"""
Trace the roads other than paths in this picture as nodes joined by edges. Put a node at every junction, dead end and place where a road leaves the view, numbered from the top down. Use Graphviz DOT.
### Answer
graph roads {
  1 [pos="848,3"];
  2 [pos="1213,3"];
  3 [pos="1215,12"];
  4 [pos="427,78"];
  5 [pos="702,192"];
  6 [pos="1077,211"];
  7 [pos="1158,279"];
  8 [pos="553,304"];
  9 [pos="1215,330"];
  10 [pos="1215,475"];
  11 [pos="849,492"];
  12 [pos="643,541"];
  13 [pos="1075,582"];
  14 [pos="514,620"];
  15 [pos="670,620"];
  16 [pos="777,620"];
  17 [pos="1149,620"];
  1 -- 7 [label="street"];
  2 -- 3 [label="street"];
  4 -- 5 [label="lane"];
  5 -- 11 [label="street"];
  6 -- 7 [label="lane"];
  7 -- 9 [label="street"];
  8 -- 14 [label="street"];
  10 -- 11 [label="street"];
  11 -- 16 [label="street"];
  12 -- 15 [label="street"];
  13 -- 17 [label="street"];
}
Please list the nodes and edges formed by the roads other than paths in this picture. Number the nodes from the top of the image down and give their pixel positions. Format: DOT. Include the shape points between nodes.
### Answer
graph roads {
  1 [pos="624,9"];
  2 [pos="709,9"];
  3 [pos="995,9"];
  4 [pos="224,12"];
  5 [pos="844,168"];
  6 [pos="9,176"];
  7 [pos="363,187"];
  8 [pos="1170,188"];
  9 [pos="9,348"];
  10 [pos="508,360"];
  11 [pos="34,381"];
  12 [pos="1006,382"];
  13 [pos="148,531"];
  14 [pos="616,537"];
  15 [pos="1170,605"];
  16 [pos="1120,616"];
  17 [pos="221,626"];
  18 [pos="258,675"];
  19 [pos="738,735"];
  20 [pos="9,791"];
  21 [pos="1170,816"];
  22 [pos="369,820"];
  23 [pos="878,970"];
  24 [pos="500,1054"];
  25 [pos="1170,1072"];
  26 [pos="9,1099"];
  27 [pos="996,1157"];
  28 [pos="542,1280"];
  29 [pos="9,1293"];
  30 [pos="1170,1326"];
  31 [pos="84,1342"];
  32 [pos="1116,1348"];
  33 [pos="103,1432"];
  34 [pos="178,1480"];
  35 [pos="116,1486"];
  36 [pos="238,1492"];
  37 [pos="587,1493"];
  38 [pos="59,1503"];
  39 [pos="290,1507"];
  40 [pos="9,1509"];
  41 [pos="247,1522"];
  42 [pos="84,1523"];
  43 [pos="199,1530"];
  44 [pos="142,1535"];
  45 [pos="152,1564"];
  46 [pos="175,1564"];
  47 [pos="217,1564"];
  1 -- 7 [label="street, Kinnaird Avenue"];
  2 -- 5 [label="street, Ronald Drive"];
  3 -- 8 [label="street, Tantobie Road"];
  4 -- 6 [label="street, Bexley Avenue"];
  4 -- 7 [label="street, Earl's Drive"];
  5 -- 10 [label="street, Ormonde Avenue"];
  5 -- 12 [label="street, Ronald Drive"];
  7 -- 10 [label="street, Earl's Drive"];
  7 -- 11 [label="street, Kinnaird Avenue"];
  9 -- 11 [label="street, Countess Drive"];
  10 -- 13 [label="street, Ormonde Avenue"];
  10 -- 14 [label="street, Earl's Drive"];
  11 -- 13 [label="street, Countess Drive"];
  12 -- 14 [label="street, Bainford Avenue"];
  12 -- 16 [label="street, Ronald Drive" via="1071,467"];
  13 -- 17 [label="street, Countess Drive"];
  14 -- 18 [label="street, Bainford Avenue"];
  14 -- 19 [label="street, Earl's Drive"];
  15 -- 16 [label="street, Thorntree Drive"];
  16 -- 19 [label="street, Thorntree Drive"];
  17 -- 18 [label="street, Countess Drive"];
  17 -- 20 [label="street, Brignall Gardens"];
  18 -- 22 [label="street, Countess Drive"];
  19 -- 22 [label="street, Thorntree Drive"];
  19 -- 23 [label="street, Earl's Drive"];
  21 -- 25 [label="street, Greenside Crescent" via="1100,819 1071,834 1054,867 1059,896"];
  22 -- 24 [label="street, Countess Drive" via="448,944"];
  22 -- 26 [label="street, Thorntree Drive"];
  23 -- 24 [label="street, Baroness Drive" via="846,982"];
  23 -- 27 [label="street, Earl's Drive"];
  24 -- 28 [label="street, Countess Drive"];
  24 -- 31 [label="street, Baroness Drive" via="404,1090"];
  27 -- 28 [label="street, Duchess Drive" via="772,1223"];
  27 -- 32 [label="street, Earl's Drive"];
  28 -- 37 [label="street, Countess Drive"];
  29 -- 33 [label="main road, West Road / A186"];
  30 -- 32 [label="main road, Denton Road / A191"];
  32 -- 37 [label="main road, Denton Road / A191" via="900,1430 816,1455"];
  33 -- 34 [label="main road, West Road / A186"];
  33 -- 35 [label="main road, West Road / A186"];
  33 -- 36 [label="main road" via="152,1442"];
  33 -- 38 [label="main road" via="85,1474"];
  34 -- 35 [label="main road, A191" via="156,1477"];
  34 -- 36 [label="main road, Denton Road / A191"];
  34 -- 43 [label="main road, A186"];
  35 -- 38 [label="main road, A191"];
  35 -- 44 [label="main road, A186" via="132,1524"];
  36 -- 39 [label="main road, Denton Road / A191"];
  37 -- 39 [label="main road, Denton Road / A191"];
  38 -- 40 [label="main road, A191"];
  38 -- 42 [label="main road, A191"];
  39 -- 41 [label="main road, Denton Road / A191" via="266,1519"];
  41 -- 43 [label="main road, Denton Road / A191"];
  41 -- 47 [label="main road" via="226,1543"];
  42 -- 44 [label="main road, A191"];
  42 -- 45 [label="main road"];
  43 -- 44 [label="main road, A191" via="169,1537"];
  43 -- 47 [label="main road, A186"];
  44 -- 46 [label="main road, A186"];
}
"""
Please repeat the listing word for word.

**RESULT:**
Trace the roads other than paths in this picture as nodes joined by edges. Put a node at every junction, dead end and place where a road leaves the view, numbered from the top down. Use Graphviz DOT.
### Answer
graph roads {
  1 [pos="848,3"];
  2 [pos="1213,3"];
  3 [pos="1215,12"];
  4 [pos="427,78"];
  5 [pos="702,192"];
  6 [pos="1077,211"];
  7 [pos="1158,279"];
  8 [pos="553,304"];
  9 [pos="1215,330"];
  10 [pos="1215,475"];
  11 [pos="849,492"];
  12 [pos="643,541"];
  13 [pos="1075,582"];
  14 [pos="514,620"];
  15 [pos="670,620"];
  16 [pos="777,620"];
  17 [pos="1149,620"];
  1 -- 7 [label="street"];
  2 -- 3 [label="street"];
  4 -- 5 [label="lane"];
  5 -- 11 [label="street"];
  6 -- 7 [label="lane"];
  7 -- 9 [label="street"];
  8 -- 14 [label="street"];
  10 -- 11 [label="street"];
  11 -- 16 [label="street"];
  12 -- 15 [label="street"];
  13 -- 17 [label="street"];
}
Please list the nodes and edges formed by the roads other than paths in this picture. Number the nodes from the top of the image down and give their pixel positions. Format: DOT. Include the shape points between nodes.
### Answer
graph roads {
  1 [pos="624,9"];
  2 [pos="709,9"];
  3 [pos="995,9"];
  4 [pos="224,12"];
  5 [pos="844,168"];
  6 [pos="9,176"];
  7 [pos="363,187"];
  8 [pos="1170,188"];
  9 [pos="9,348"];
  10 [pos="508,360"];
  11 [pos="34,381"];
  12 [pos="1006,382"];
  13 [pos="148,531"];
  14 [pos="616,537"];
  15 [pos="1170,605"];
  16 [pos="1120,616"];
  17 [pos="221,626"];
  18 [pos="258,675"];
  19 [pos="738,735"];
  20 [pos="9,791"];
  21 [pos="1170,816"];
  22 [pos="369,820"];
  23 [pos="878,970"];
  24 [pos="500,1054"];
  25 [pos="1170,1072"];
  26 [pos="9,1099"];
  27 [pos="996,1157"];
  28 [pos="542,1280"];
  29 [pos="9,1293"];
  30 [pos="1170,1326"];
  31 [pos="84,1342"];
  32 [pos="1116,1348"];
  33 [pos="103,1432"];
  34 [pos="178,1480"];
  35 [pos="116,1486"];
  36 [pos="238,1492"];
  37 [pos="587,1493"];
  38 [pos="59,1503"];
  39 [pos="290,1507"];
  40 [pos="9,1509"];
  41 [pos="247,1522"];
  42 [pos="84,1523"];
  43 [pos="199,1530"];
  44 [pos="142,1535"];
  45 [pos="152,1564"];
  46 [pos="175,1564"];
  47 [pos="217,1564"];
  1 -- 7 [label="street, Kinnaird Avenue"];
  2 -- 5 [label="street, Ronald Drive"];
  3 -- 8 [label="street, Tantobie Road"];
  4 -- 6 [label="street, Bexley Avenue"];
  4 -- 7 [label="street, Earl's Drive"];
  5 -- 10 [label="street, Ormonde Avenue"];
  5 -- 12 [label="street, Ronald Drive"];
  7 -- 10 [label="street, Earl's Drive"];
  7 -- 11 [label="street, Kinnaird Avenue"];
  9 -- 11 [label="street, Countess Drive"];
  10 -- 13 [label="street, Ormonde Avenue"];
  10 -- 14 [label="street, Earl's Drive"];
  11 -- 13 [label="street, Countess Drive"];
  12 -- 14 [label="street, Bainford Avenue"];
  12 -- 16 [label="street, Ronald Drive" via="1071,467"];
  13 -- 17 [label="street, Countess Drive"];
  14 -- 18 [label="street, Bainford Avenue"];
  14 -- 19 [label="street, Earl's Drive"];
  15 -- 16 [label="street, Thorntree Drive"];
  16 -- 19 [label="street, Thorntree Drive"];
  17 -- 18 [label="street, Countess Drive"];
  17 -- 20 [label="street, Brignall Gardens"];
  18 -- 22 [label="street, Countess Drive"];
  19 -- 22 [label="street, Thorntree Drive"];
  19 -- 23 [label="street, Earl's Drive"];
  21 -- 25 [label="street, Greenside Crescent" via="1100,819 1071,834 1054,867 1059,896"];
  22 -- 24 [label="street, Countess Drive" via="448,944"];
  22 -- 26 [label="street, Thorntree Drive"];
  23 -- 24 [label="street, Baroness Drive" via="846,982"];
  23 -- 27 [label="street, Earl's Drive"];
  24 -- 28 [label="street, Countess Drive"];
  24 -- 31 [label="street, Baroness Drive" via="404,1090"];
  27 -- 28 [label="street, Duchess Drive" via="772,1223"];
  27 -- 32 [label="street, Earl's Drive"];
  28 -- 37 [label="street, Countess Drive"];
  29 -- 33 [label="main road, West Road / A186"];
  30 -- 32 [label="main road, Denton Road / A191"];
  32 -- 37 [label="main road, Denton Road / A191" via="900,1430 816,1455"];
  33 -- 34 [label="main road, West Road / A186"];
  33 -- 35 [label="main road, West Road / A186"];
  33 -- 36 [label="main road" via="152,1442"];
  33 -- 38 [label="main road" via="85,1474"];
  34 -- 35 [label="main road, A191" via="156,1477"];
  34 -- 36 [label="main road, Denton Road / A191"];
  34 -- 43 [label="main road, A186"];
  35 -- 38 [label="main road, A191"];
  35 -- 44 [label="main road, A186" via="132,1524"];
  36 -- 39 [label="main road, Denton Road / A191"];
  37 -- 39 [label="main road, Denton Road / A191"];
  38 -- 40 [label="main road, A191"];
  38 -- 42 [label="main road, A191"];
  39 -- 41 [label="main road, Denton Road / A191" via="266,1519"];
  41 -- 43 [label="main road, Denton Road / A191"];
  41 -- 47 [label="main road" via="226,1543"];
  42 -- 44 [label="main road, A191"];
  42 -- 45 [label="main road"];
  43 -- 44 [label="main road, A191" via="169,1537"];
  43 -- 47 [label="main road, A186"];
  44 -- 46 [label="main road, A186"];
}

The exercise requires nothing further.